Berdasarkan catatan LBH Makassar selama tahun 2019 ini telah terjadi 111 kasus struktural dan 126 kasus non struktural dengan 237 korban dari beberapa kelompok masyarakat diantaranya adalah petani, nelayan, buruh, miskin kota, pedagang kecil, disabilitas, aktivis mahasiswa dan jurnalis serta aliran kepercayaan minoritas.
Situasi demokrasi di Sulawesi Selatan diakui Lembaga Bantuan Hukum (LBH) Makassar dipenghujung dekade ini mengalami kemunduran. Momentum politik baik nasional maupun lokal Sulawesi Selatan yang tidak mengedepankan komitmen penegakan Hak Asasi Manusia (HAM) menimbulkan banyaknya kasus-kasus kekerasan pada warga sipil.
LBH Makassar dalam rilis catatan akhir tahunnya tak ragu mengangkat tema "Menentang Arus Balik Oligarki". Melalui Wakil Direkturnya, Andi Muhammad Fajar Akbar mengaku tahun lalu pihaknya mengangkat tema yang serupa, mengingat saat ini, khususnya pada satu dekade ini konsolidasi oligarki memang semakin memukul mundur reformasi.
Imbas kekuasaan oligarki ini tak main-main, Fajar menyebut hak-hak pengelolaan dan pemanfaatan sumber daya alam yang dikelola rakyat dirampas, konflik lahan rakyat vs korporasi terjadi dengan difasilitasi dengan beragam upaya kriminalisasi.
Tak hanya itu imbas oligarki juga menurut Fajar mempengaruhi kondisi penegakan hukum dan HAM di Sulawesi Selatan. Aparat kepolisian yang bertugas mengayomi dan menjamin terciptanya keamanan dan ketertiban masyarakat (Kamtibmas) justru menjadi alat pembungkam demokrasi. Tercatat aksi demonstrasi sepanjang bulan September 2019 di Makassar justru menghadapkan aparat kepolisian dengan para demonstran. Sayang kata Fajar, Pihak Kepolisian justru melakukan tindakan yang tidak manusiawi, mengabaikan tugasnya untuk mengayomi dan mewujudkan kamtibmas.
"Kejadian itu menjadi catatan demokrasi semakin dipukul mundur oleh Oligarki ini, dalam kejadian naas itu tercatat ada 273 orang demonstran mendapatkan perlakuan tidak manusiawi dari aparat kepolisian, mereka ditendang, dipukul bahkan ditabrak dengan mobil taktis milik Kepolisian, pada pengunjuk rasa," ujar Fajar.

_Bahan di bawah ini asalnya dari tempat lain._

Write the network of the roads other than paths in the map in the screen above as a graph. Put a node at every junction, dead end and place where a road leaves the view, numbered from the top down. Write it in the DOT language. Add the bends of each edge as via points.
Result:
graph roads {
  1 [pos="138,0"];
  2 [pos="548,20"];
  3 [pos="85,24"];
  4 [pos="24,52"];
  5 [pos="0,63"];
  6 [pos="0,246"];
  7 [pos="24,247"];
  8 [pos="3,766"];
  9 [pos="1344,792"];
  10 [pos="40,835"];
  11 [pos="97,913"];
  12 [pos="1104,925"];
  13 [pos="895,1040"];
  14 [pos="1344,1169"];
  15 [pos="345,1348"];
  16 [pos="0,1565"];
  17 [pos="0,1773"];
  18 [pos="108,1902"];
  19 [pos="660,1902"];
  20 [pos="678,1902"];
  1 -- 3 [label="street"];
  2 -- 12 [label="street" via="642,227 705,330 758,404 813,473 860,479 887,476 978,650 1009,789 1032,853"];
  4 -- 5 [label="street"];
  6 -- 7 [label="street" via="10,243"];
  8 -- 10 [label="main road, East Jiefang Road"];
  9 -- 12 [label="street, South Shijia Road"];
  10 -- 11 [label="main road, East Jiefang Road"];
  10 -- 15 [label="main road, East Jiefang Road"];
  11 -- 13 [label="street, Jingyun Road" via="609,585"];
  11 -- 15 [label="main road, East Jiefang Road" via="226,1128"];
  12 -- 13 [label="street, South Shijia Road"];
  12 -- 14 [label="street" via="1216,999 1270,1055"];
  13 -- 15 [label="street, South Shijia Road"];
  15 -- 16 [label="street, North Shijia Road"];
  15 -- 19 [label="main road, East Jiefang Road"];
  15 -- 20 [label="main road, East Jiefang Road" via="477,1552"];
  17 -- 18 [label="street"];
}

Sementara itu pada sektor pertambangan, LBH Makassar sendiri mengaku kriminalisasi menjadi jalan pintas penetrasi modal. Haidir yang menggantikan Kepala Divisi Tanah dan Lingkungan LBH Makassar dalam rilis catahu 2019 mengungkap kriminalisasi warga pada sektor pertambangan di Pulau Wawonii Kabupaten Konawe Kepulauan, Provinsi Sultra membuat 30 petani dan aktifis berhadapan dengan Polda Sultra dengan beragam tuduhan.
"Ada yang dituduh dengan pasal pidana semisal pasal 333 KUHP terkait perampasan kemerdekaan terhadap karyawan PT GKP. Bahkan dituduh menghalangi kegiatan tambang sesuai pasal 162 UU 4/2009 tentang Minerba, padahal dalam kasus Wawoni sangat jelas PT GKP dengan sengaja menerobos lahan garap tanaman jangka panjang milik warga," ungkap Haidir.
Diketahui berdasarkan catatan LBH Makassar selama tahun 2019 ini telah terjadi 111 kasus struktural dan 126 kasus non struktural dengan 237 korban dari beberapa kelompok masyarakat diantaranya adalah petani, nelayan, buruh, miskin kota, pedagang kecil, disabilitas, aktivis mahasiswa dan jurnalis serta aliran kepercayaan minoritas.